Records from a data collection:
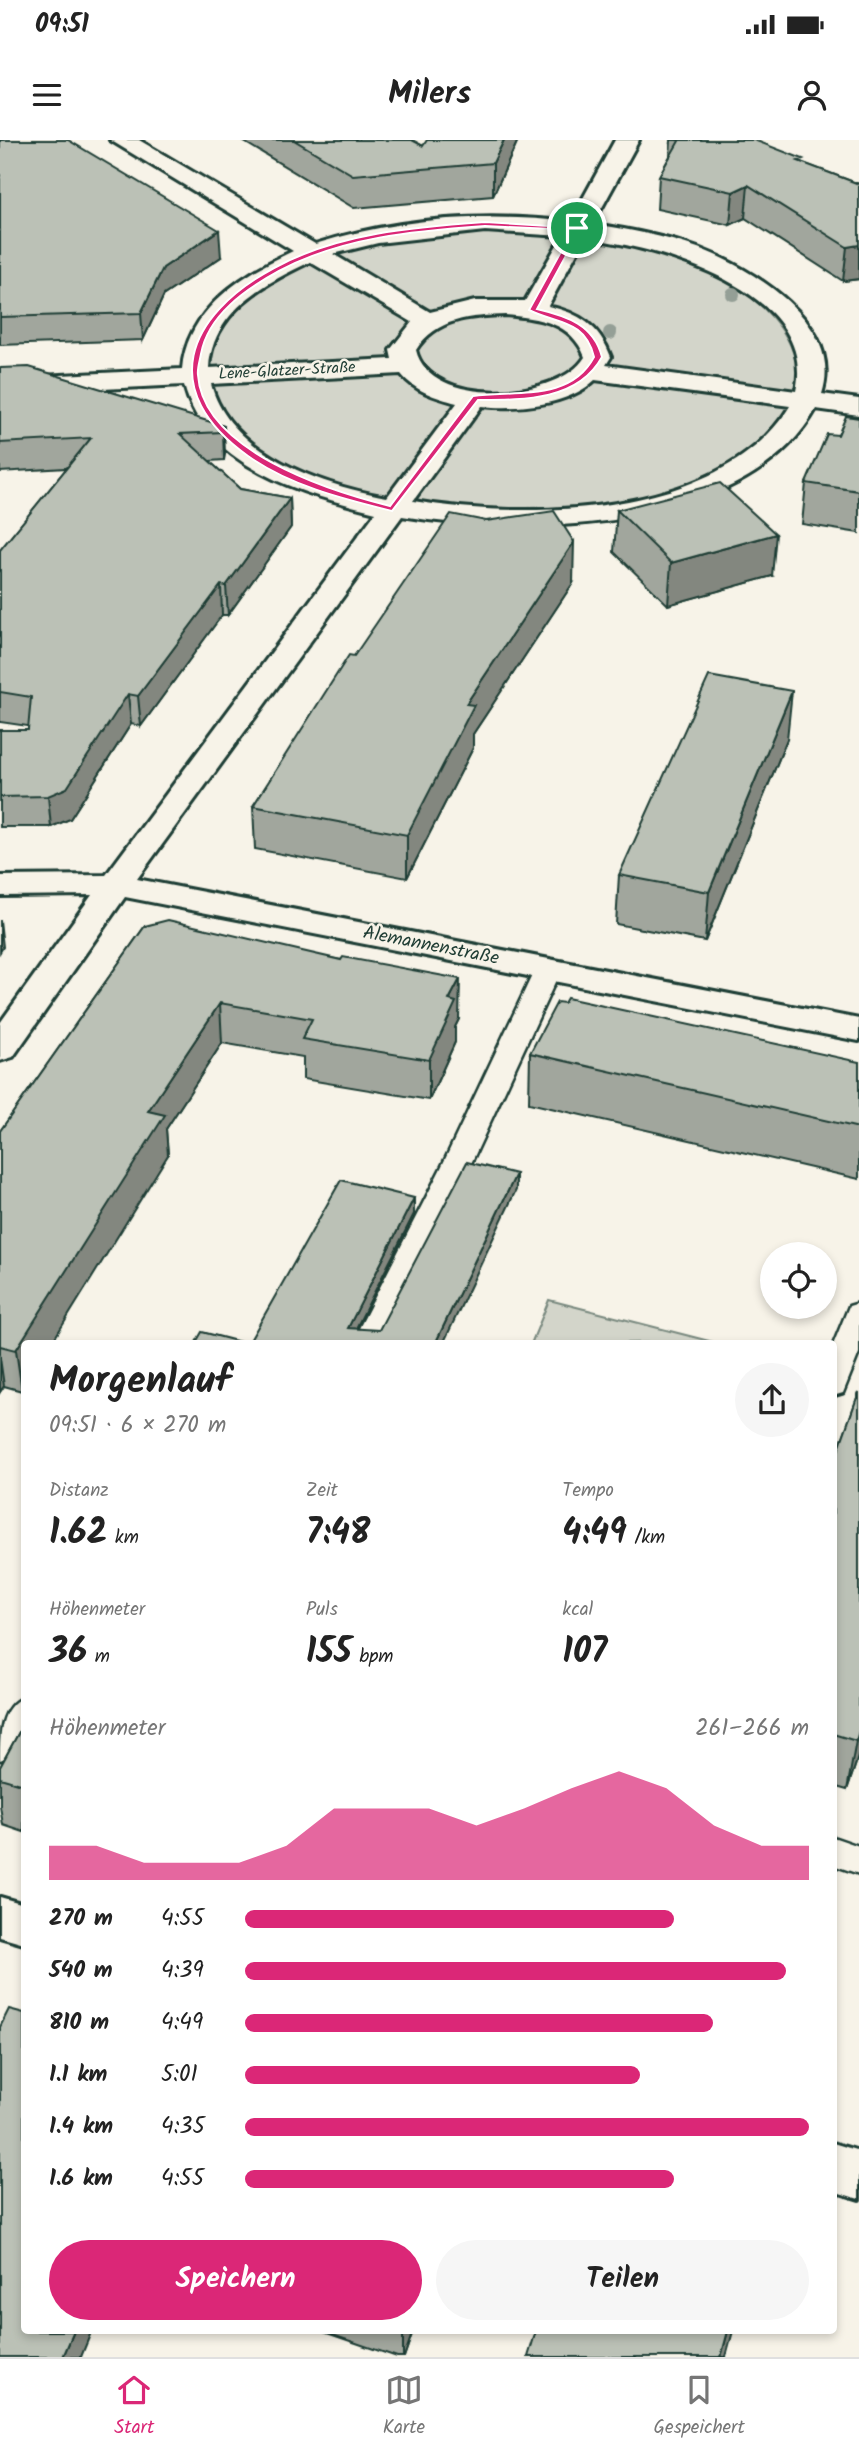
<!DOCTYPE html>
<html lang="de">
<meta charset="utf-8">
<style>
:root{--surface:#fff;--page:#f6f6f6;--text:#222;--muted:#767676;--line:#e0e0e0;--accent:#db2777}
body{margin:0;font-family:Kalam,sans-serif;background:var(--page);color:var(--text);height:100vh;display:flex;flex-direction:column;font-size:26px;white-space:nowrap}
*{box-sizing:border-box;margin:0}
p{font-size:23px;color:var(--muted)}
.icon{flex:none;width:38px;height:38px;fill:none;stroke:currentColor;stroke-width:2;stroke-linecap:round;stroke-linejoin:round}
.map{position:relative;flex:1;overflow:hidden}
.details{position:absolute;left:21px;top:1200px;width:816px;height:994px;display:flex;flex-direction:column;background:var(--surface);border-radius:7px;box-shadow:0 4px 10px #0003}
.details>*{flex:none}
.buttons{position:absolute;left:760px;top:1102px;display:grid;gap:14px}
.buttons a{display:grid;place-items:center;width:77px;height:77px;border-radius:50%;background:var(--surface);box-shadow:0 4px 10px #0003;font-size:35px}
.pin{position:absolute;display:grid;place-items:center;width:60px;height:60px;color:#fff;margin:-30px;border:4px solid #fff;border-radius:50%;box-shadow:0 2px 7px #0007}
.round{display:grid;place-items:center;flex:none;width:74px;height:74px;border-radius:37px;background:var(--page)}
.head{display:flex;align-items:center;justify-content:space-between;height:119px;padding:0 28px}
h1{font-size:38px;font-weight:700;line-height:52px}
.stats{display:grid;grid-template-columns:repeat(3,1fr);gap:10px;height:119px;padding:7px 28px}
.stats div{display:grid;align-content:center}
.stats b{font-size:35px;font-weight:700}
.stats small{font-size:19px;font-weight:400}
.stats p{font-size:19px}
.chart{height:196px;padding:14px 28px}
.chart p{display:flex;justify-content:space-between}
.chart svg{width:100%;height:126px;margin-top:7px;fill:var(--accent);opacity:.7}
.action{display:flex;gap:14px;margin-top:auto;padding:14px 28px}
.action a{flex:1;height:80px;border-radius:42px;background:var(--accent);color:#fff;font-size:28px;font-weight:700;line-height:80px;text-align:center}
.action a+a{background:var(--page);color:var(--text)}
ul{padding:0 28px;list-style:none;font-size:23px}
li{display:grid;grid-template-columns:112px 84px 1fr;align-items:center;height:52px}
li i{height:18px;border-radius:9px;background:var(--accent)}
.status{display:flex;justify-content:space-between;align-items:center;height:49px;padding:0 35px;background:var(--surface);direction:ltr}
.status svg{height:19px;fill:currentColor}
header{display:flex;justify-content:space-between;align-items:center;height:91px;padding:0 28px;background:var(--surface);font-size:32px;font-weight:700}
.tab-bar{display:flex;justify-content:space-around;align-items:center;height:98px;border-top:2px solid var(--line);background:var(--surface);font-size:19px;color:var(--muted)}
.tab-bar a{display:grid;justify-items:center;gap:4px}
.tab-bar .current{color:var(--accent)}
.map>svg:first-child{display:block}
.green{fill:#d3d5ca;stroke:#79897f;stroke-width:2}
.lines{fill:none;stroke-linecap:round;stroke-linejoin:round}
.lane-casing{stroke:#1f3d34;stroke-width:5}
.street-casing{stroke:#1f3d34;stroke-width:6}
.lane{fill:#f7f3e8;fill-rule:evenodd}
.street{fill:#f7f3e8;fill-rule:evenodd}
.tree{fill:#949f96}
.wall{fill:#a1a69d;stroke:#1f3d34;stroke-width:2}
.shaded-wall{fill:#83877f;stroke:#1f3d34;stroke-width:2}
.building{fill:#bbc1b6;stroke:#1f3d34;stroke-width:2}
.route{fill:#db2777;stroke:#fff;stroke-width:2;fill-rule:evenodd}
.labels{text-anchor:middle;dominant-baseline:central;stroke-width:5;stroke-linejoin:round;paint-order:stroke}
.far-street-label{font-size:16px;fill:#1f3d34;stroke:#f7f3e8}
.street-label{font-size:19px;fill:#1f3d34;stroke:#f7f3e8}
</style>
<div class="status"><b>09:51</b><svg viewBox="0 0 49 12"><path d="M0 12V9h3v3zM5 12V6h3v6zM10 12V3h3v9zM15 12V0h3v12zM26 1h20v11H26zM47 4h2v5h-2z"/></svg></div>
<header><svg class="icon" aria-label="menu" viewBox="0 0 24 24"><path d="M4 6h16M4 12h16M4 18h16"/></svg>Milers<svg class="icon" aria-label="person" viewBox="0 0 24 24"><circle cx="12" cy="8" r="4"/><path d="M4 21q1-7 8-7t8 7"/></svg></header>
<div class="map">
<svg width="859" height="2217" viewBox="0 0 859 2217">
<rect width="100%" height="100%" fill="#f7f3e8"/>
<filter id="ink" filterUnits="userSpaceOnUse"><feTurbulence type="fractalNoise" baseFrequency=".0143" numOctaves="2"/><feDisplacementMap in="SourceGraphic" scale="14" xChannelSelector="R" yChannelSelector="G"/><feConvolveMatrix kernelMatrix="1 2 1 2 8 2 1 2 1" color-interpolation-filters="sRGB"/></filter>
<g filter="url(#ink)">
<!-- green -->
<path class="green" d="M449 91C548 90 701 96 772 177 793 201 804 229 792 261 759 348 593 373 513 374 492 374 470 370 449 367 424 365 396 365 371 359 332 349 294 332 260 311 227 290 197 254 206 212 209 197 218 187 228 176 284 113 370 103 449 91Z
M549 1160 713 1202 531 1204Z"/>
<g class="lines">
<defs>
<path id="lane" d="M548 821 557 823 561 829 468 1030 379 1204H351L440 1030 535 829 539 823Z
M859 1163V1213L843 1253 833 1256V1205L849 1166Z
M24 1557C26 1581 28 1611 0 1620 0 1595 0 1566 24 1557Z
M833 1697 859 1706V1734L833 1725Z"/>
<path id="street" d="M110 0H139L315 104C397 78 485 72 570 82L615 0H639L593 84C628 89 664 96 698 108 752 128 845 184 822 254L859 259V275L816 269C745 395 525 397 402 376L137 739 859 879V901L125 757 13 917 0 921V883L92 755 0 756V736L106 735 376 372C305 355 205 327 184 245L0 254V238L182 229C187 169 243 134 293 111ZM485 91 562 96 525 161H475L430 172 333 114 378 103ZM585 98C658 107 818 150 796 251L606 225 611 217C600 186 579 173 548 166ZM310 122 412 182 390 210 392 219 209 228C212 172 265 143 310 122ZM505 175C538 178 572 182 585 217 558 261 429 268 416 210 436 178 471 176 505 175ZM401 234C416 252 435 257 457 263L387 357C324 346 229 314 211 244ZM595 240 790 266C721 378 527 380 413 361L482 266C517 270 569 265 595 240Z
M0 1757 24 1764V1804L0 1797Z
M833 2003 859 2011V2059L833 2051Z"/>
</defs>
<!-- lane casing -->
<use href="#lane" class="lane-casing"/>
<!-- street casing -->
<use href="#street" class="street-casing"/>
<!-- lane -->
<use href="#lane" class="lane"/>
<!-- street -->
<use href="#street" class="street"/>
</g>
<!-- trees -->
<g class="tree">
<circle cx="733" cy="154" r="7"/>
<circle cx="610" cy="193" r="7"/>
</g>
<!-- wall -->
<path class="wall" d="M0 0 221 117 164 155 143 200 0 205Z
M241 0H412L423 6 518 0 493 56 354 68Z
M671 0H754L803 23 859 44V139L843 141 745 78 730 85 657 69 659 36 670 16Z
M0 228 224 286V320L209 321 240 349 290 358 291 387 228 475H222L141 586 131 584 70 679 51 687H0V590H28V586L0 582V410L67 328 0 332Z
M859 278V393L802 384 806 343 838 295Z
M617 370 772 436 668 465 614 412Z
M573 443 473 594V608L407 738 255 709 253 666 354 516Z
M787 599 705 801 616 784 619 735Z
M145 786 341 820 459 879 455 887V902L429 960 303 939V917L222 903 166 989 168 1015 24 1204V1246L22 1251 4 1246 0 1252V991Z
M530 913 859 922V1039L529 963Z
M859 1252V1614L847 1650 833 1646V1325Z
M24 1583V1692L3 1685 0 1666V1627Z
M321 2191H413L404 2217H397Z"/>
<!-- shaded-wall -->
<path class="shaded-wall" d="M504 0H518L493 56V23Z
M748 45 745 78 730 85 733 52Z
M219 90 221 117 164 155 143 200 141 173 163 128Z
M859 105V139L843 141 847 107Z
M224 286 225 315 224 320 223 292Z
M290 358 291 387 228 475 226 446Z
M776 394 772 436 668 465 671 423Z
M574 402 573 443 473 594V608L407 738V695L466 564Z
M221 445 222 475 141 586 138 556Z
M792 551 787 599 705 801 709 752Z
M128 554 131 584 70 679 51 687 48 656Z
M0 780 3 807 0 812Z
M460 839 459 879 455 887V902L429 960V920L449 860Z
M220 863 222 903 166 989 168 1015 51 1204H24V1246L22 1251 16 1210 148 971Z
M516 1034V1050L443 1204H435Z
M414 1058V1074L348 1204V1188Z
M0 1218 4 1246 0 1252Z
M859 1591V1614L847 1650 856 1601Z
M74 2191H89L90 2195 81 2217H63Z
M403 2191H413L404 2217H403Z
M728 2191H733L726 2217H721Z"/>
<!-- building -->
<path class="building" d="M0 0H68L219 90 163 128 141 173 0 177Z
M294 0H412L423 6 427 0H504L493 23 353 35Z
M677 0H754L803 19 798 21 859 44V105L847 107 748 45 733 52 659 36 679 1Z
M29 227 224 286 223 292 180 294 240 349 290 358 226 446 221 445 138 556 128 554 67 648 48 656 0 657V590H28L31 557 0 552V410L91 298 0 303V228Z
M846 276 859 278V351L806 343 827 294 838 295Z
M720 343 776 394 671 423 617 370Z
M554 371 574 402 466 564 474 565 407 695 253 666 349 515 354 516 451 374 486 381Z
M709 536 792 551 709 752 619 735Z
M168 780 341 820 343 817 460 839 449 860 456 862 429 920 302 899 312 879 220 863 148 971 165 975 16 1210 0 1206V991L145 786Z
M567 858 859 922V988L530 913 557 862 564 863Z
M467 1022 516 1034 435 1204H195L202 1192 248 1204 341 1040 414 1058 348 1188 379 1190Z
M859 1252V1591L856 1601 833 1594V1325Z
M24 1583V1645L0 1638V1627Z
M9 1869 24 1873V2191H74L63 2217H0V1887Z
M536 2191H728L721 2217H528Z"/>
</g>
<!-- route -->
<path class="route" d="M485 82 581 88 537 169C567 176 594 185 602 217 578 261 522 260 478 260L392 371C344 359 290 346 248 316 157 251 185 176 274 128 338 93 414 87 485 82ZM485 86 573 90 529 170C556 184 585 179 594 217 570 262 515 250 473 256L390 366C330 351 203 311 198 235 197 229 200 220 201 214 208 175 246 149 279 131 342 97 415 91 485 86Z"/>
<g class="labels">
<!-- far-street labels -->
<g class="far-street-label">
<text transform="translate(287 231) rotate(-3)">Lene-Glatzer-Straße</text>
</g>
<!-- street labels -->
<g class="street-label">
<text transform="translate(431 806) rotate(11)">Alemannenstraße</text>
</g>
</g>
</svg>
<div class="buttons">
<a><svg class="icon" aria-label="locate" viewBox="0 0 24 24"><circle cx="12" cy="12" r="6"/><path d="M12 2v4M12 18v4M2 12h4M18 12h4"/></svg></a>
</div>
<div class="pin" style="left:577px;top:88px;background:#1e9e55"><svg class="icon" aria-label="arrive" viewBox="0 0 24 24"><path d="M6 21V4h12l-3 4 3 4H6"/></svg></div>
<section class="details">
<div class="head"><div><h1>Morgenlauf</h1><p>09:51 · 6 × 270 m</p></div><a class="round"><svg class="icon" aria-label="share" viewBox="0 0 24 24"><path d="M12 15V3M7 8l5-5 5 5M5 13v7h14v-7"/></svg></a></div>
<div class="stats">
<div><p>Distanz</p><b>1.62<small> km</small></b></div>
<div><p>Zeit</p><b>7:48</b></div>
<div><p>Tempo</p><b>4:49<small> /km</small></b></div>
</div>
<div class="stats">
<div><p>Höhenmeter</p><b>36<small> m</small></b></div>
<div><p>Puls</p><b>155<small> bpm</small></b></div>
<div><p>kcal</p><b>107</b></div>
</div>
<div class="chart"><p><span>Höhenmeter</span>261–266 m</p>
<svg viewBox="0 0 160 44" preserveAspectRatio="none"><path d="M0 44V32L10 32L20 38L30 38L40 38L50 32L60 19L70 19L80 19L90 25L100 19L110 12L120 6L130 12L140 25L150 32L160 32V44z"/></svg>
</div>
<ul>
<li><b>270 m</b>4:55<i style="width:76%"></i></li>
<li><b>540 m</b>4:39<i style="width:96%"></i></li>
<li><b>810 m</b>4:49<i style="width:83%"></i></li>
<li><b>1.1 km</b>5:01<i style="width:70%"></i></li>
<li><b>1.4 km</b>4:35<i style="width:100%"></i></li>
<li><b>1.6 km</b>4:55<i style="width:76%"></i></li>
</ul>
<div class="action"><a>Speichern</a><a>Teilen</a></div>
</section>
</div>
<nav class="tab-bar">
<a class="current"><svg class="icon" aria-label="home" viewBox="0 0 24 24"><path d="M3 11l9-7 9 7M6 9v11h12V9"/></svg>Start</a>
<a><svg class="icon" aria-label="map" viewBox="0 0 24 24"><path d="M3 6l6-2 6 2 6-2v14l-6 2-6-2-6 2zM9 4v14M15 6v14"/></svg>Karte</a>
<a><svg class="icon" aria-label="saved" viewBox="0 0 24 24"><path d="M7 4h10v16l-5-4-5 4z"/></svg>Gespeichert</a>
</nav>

▶ [Task item]
Look for the word "accent" in the data, then return every line that contains it.

▶ [Exercise output]
:root{--surface:#fff;--page:#f6f6f6;--text:#222;--muted:#767676;--line:#e0e0e0;--accent:#db2777}
.chart svg{width:100%;height:126px;margin-top:7px;fill:var(--accent);opacity:.7}
.action a{flex:1;height:80px;border-radius:42px;background:var(--accent);color:#fff;font-size:28px;font-weight:700;line-height:80px;text-align:center}
li i{height:18px;border-radius:9px;background:var(--accent)}
.tab-bar .current{color:var(--accent)}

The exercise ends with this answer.